--- START ---

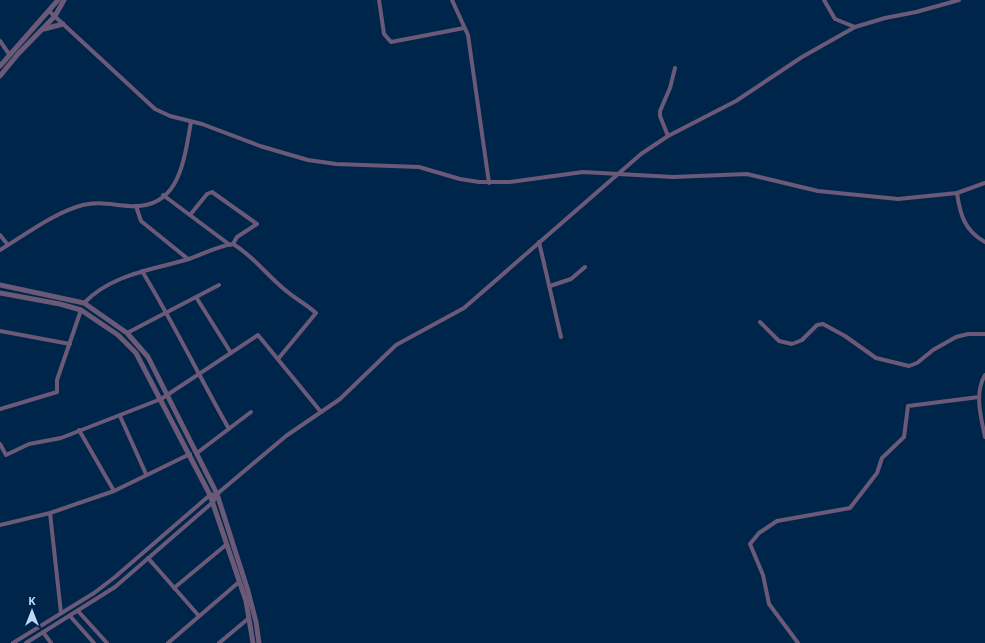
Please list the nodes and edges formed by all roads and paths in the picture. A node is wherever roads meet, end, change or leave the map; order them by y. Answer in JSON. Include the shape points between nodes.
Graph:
{"nodes":[{"id":1,"x":58,"y":0,"type":"edge"},
{"id":2,"x":64,"y":0,"type":"edge"},
{"id":3,"x":379,"y":0,"type":"edge"},
{"id":4,"x":452,"y":0,"type":"edge"},
{"id":5,"x":824,"y":0,"type":"edge"},
{"id":6,"x":958,"y":0,"type":"edge"},
{"id":7,"x":49,"y":11,"type":"junction"},
{"id":8,"x":55,"y":16,"type":"junction"},
{"id":9,"x":63,"y":24,"type":"junction"},
{"id":10,"x":464,"y":28,"type":"junction"},
{"id":11,"x":855,"y":28,"type":"junction"},
{"id":12,"x":42,"y":30,"type":"junction"},
{"id":13,"x":0,"y":41,"type":"edge"},
{"id":14,"x":9,"y":54,"type":"junction"},
{"id":15,"x":0,"y":66,"type":"edge"},
{"id":16,"x":675,"y":68,"type":"dead end"},
{"id":17,"x":0,"y":76,"type":"edge"},
{"id":18,"x":191,"y":122,"type":"junction"},
{"id":19,"x":668,"y":136,"type":"junction"},
{"id":20,"x":617,"y":174,"type":"junction"},
{"id":21,"x":490,"y":183,"type":"junction"},
{"id":22,"x":985,"y":183,"type":"edge"},
{"id":23,"x":957,"y":193,"type":"junction"},
{"id":24,"x":163,"y":195,"type":"junction"},
{"id":25,"x":136,"y":206,"type":"junction"},
{"id":26,"x":190,"y":215,"type":"junction"},
{"id":27,"x":0,"y":235,"type":"edge"},
{"id":28,"x":539,"y":242,"type":"junction"},
{"id":29,"x":985,"y":242,"type":"edge"},
{"id":30,"x":8,"y":245,"type":"junction"},
{"id":31,"x":231,"y":245,"type":"junction"},
{"id":32,"x":0,"y":250,"type":"edge"},
{"id":33,"x":188,"y":259,"type":"junction"},
{"id":34,"x":585,"y":267,"type":"dead end"},
{"id":35,"x":142,"y":270,"type":"junction"},
{"id":36,"x":0,"y":285,"type":"edge"},
{"id":37,"x":219,"y":285,"type":"dead end"},
{"id":38,"x":550,"y":286,"type":"junction"},
{"id":39,"x":0,"y":293,"type":"edge"},
{"id":40,"x":196,"y":297,"type":"junction"},
{"id":41,"x":84,"y":303,"type":"junction"},
{"id":42,"x":81,"y":310,"type":"junction"},
{"id":43,"x":167,"y":312,"type":"junction"},
{"id":44,"x":760,"y":322,"type":"dead end"},
{"id":45,"x":0,"y":331,"type":"edge"},
{"id":46,"x":127,"y":333,"type":"junction"},
{"id":47,"x":985,"y":334,"type":"edge"},
{"id":48,"x":562,"y":337,"type":"dead end"},
{"id":49,"x":70,"y":344,"type":"junction"},
{"id":50,"x":231,"y":354,"type":"junction"},
{"id":51,"x":278,"y":359,"type":"junction"},
{"id":52,"x":199,"y":375,"type":"junction"},
{"id":53,"x":985,"y":375,"type":"edge"},
{"id":54,"x":980,"y":386,"type":"junction"},
{"id":55,"x":985,"y":388,"type":"edge"},
{"id":56,"x":167,"y":395,"type":"junction"},
{"id":57,"x":978,"y":397,"type":"junction"},
{"id":58,"x":161,"y":399,"type":"junction"},
{"id":59,"x":0,"y":409,"type":"edge"},
{"id":60,"x":251,"y":412,"type":"dead end"},
{"id":61,"x":321,"y":412,"type":"junction"},
{"id":62,"x":120,"y":416,"type":"junction"},
{"id":63,"x":229,"y":429,"type":"junction"},
{"id":64,"x":79,"y":430,"type":"junction"},
{"id":65,"x":985,"y":437,"type":"edge"},
{"id":66,"x":0,"y":444,"type":"edge"},
{"id":67,"x":190,"y":454,"type":"junction"},
{"id":68,"x":197,"y":454,"type":"junction"},
{"id":69,"x":146,"y":474,"type":"junction"},
{"id":70,"x":114,"y":491,"type":"junction"},
{"id":71,"x":217,"y":494,"type":"junction"},
{"id":72,"x":210,"y":495,"type":"junction"},
{"id":73,"x":213,"y":502,"type":"junction"},
{"id":74,"x":50,"y":513,"type":"junction"},
{"id":75,"x":0,"y":525,"type":"edge"},
{"id":76,"x":227,"y":544,"type":"junction"},
{"id":77,"x":148,"y":558,"type":"junction"},
{"id":78,"x":239,"y":582,"type":"junction"},
{"id":79,"x":174,"y":588,"type":"junction"},
{"id":80,"x":78,"y":611,"type":"junction"},
{"id":81,"x":61,"y":614,"type":"junction"},
{"id":82,"x":70,"y":616,"type":"junction"},
{"id":83,"x":199,"y":616,"type":"junction"},
{"id":84,"x":249,"y":618,"type":"junction"},
{"id":85,"x":44,"y":632,"type":"junction"},
{"id":86,"x":13,"y":643,"type":"edge"},
{"id":87,"x":26,"y":643,"type":"edge"},
{"id":88,"x":51,"y":643,"type":"edge"},
{"id":89,"x":94,"y":643,"type":"edge"},
{"id":90,"x":107,"y":643,"type":"edge"},
{"id":91,"x":168,"y":643,"type":"edge"},
{"id":92,"x":219,"y":643,"type":"edge"},
{"id":93,"x":253,"y":643,"type":"edge"},
{"id":94,"x":259,"y":643,"type":"edge"},
{"id":95,"x":798,"y":643,"type":"edge"}],
"edges":[{"from":1,"to":7,"type":"street"},
{"from":2,"to":8,"type":"street"},
{"from":3,"to":10,"type":"street","via":[[384,34],[391,42]]},
{"from":4,"to":10,"type":"street"},
{"from":5,"to":11,"type":"street","via":[[835,19]]},
{"from":6,"to":11,"type":"street"},
{"from":7,"to":8,"type":"street"},
{"from":7,"to":14,"type":"street"},
{"from":8,"to":9,"type":"street"},
{"from":8,"to":12,"type":"street"},
{"from":9,"to":12,"type":"street"},
{"from":9,"to":18,"type":"street","via":[[155,109]]},
{"from":10,"to":21,"type":"street","via":[[468,35]]},
{"from":11,"to":19,"type":"street","via":[[802,57],[736,101]]},
{"from":12,"to":17,"type":"street"},
{"from":13,"to":14,"type":"street"},
{"from":14,"to":15,"type":"street"},
{"from":16,"to":19,"type":"street","via":[[660,111]]},
{"from":18,"to":21,"type":"street","via":[[308,160],[336,164],[419,167],[460,179]]},
{"from":18,"to":24,"type":"street","via":[[181,172]]},
{"from":19,"to":20,"type":"street"},
{"from":20,"to":21,"type":"street","via":[[583,172]]},
{"from":20,"to":23,"type":"street","via":[[673,177],[747,174],[818,191],[889,199]]},
{"from":20,"to":28,"type":"street"},
{"from":22,"to":23,"type":"street"},
{"from":23,"to":29,"type":"street","via":[[960,214],[974,236]]},
{"from":24,"to":25,"type":"street","via":[[151,205]]},
{"from":24,"to":26,"type":"street"},
{"from":25,"to":30,"type":"street","via":[[98,203],[76,207]]},
{"from":25,"to":33,"type":"street","via":[[141,221]]},
{"from":26,"to":31,"type":"street"},
{"from":26,"to":31,"type":"street","via":[[207,194],[212,192],[257,224],[237,237]]},
{"from":27,"to":30,"type":"street"},
{"from":28,"to":38,"type":"street"},
{"from":28,"to":61,"type":"street","via":[[464,308],[396,345],[340,399]]},
{"from":30,"to":32,"type":"street"},
{"from":31,"to":33,"type":"street"},
{"from":31,"to":51,"type":"street","via":[[247,255],[284,290],[316,313]]},
{"from":33,"to":35,"type":"street"},
{"from":34,"to":38,"type":"street","via":[[571,278]]},
{"from":35,"to":41,"type":"street","via":[[95,291]]},
{"from":35,"to":43,"type":"street"},
{"from":36,"to":41,"type":"street"},
{"from":37,"to":40,"type":"street"},
{"from":38,"to":48,"type":"street"},
{"from":39,"to":42,"type":"street"},
{"from":40,"to":43,"type":"street"},
{"from":40,"to":50,"type":"street"},
{"from":41,"to":46,"type":"street"},
{"from":42,"to":49,"type":"street"},
{"from":42,"to":58,"type":"street","via":[[130,345]]},
{"from":43,"to":46,"type":"street"},
{"from":43,"to":52,"type":"street"},
{"from":44,"to":47,"type":"street","via":[[779,341],[792,344],[802,340],[817,325],[823,324],[876,358],[909,366],[956,337]]},
{"from":45,"to":49,"type":"street"},
{"from":46,"to":56,"type":"street","via":[[148,357]]},
{"from":49,"to":59,"type":"street","via":[[57,380],[57,392]]},
{"from":50,"to":51,"type":"street","via":[[258,335]]},
{"from":50,"to":52,"type":"street"},
{"from":51,"to":61,"type":"street"},
{"from":52,"to":56,"type":"street"},
{"from":52,"to":63,"type":"street"},
{"from":53,"to":54,"type":"street"},
{"from":54,"to":55,"type":"street"},
{"from":54,"to":57,"type":"street"},
{"from":56,"to":58,"type":"street"},
{"from":56,"to":68,"type":"street"},
{"from":57,"to":65,"type":"street"},
{"from":57,"to":95,"type":"street","via":[[908,406],[904,437],[882,458],[877,473],[850,508],[777,521],[759,533],[750,544],[763,575],[769,604]]},
{"from":58,"to":62,"type":"street"},
{"from":58,"to":67,"type":"street"},
{"from":60,"to":63,"type":"street"},
{"from":61,"to":71,"type":"street","via":[[286,436]]},
{"from":62,"to":64,"type":"street"},
{"from":62,"to":69,"type":"street"},
{"from":63,"to":68,"type":"street"},
{"from":64,"to":66,"type":"street","via":[[61,438],[29,444],[6,455]]},
{"from":64,"to":70,"type":"street"},
{"from":67,"to":69,"type":"street"},
{"from":67,"to":72,"type":"street"},
{"from":68,"to":71,"type":"street"},
{"from":69,"to":70,"type":"street"},
{"from":70,"to":74,"type":"street"},
{"from":71,"to":72,"type":"street"},
{"from":71,"to":73,"type":"street"},
{"from":71,"to":94,"type":"street","via":[[248,591]]},
{"from":72,"to":73,"type":"street"},
{"from":72,"to":81,"type":"street","via":[[115,577]]},
{"from":73,"to":76,"type":"street"},
{"from":73,"to":77,"type":"street"},
{"from":74,"to":75,"type":"street"},
{"from":74,"to":81,"type":"street"},
{"from":76,"to":78,"type":"street"},
{"from":76,"to":79,"type":"street"},
{"from":77,"to":79,"type":"street"},
{"from":77,"to":80,"type":"street","via":[[115,587]]},
{"from":78,"to":83,"type":"street"},
{"from":78,"to":84,"type":"street"},
{"from":79,"to":83,"type":"street"},
{"from":80,"to":82,"type":"street"},
{"from":80,"to":90,"type":"street"},
{"from":81,"to":86,"type":"street"},
{"from":82,"to":85,"type":"street"},
{"from":82,"to":89,"type":"street"},
{"from":83,"to":91,"type":"street"},
{"from":84,"to":92,"type":"street"},
{"from":84,"to":93,"type":"street"},
{"from":85,"to":87,"type":"street"},
{"from":85,"to":88,"type":"street"}]}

--- END ---

Task description: Copy from the entries only those lines that hold the word "edges".

Result of this task:
Please list the nodes and edges formed by all roads and paths in the picture. A node is wherever roads meet, end, change or leave the map; order them by y. Answer in JSON. Include the shape points between nodes.
"edges":[{"from":1,"to":7,"type":"street"},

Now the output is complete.